◆ REQUIREMENT
Could you write out every record below exactly, leaving the pictures out?

◆ INFORMATION

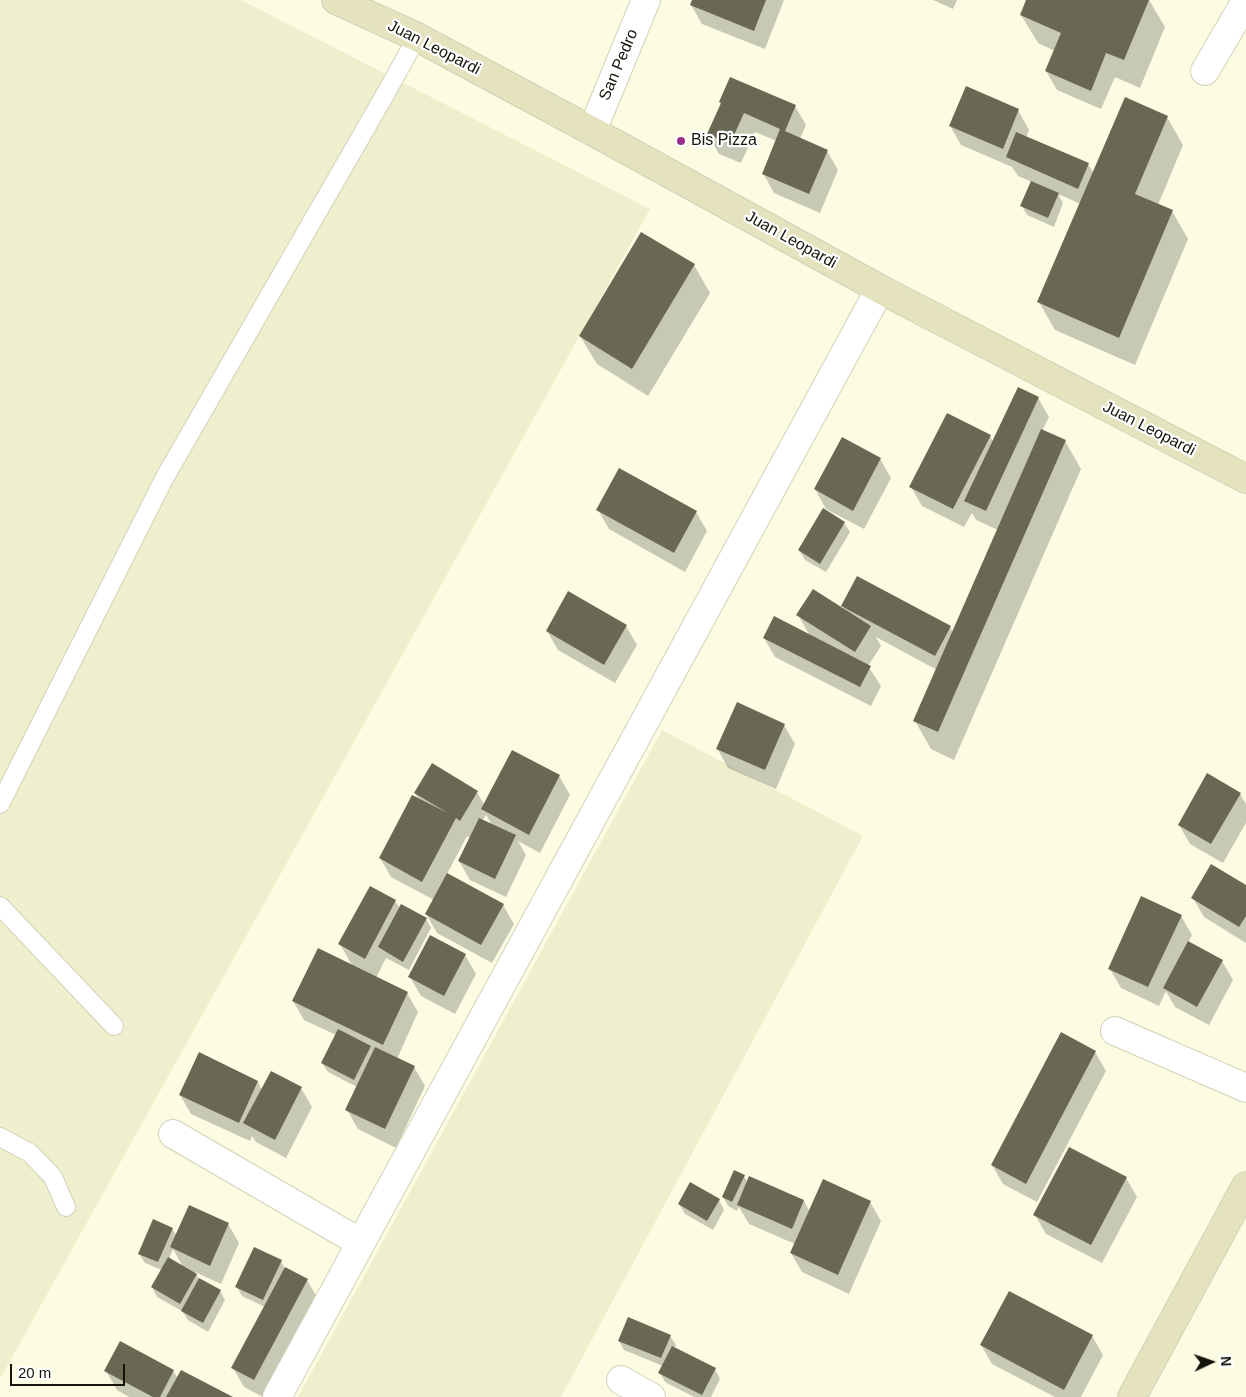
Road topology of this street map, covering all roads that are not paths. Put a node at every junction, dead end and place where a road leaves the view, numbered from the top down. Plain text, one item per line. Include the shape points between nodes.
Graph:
1 (336, 0) edge
2 (646, 0) edge
3 (1246, 1) edge
4 (416, 37) junction
5 (1205, 71) dead end
6 (592, 131) junction
7 (880, 288) junction
8 (1246, 479) edge
9 (0, 804) edge
10 (0, 906) edge
11 (114, 1026) dead end
12 (1115, 1031) dead end
13 (1246, 1088) edge
14 (173, 1134) dead end
15 (0, 1136) edge
16 (1246, 1186) edge
17 (66, 1207) dead end
18 (360, 1243) junction
19 (621, 1380) dead end
20 (277, 1397) edge
21 (651, 1397) edge
22 (1132, 1397) edge

1 - 4 main road, Juan Leopardi
2 - 6 street, San Pedro
3 - 5 street
4 - 6 main road, Juan Leopardi
4 - 9 lane via 165,477
6 - 7 main road, Juan Leopardi
7 - 8 main road, Juan Leopardi
7 - 18 street
10 - 11 lane
12 - 13 street
14 - 18 street
15 - 17 lane via 30,1153 53,1177
16 - 22 main road
18 - 20 street
19 - 21 street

◆ EXERCISE RESULT
Road topology of this street map, covering all roads that are not paths. Put a node at every junction, dead end and place where a road leaves the view, numbered from the top down. Plain text, one item per line. Include the shape points between nodes.
Graph:
1 (336, 0) edge
2 (646, 0) edge
3 (1246, 1) edge
4 (416, 37) junction
5 (1205, 71) dead end
6 (592, 131) junction
7 (880, 288) junction
8 (1246, 479) edge
9 (0, 804) edge
10 (0, 906) edge
11 (114, 1026) dead end
12 (1115, 1031) dead end
13 (1246, 1088) edge
14 (173, 1134) dead end
15 (0, 1136) edge
16 (1246, 1186) edge
17 (66, 1207) dead end
18 (360, 1243) junction
19 (621, 1380) dead end
20 (277, 1397) edge
21 (651, 1397) edge
22 (1132, 1397) edge

1 - 4 main road, Juan Leopardi
2 - 6 street, San Pedro
3 - 5 street
4 - 6 main road, Juan Leopardi
4 - 9 lane via 165,477
6 - 7 main road, Juan Leopardi
7 - 8 main road, Juan Leopardi
7 - 18 street
10 - 11 lane
12 - 13 street
14 - 18 street
15 - 17 lane via 30,1153 53,1177
16 - 22 main road
18 - 20 street
19 - 21 street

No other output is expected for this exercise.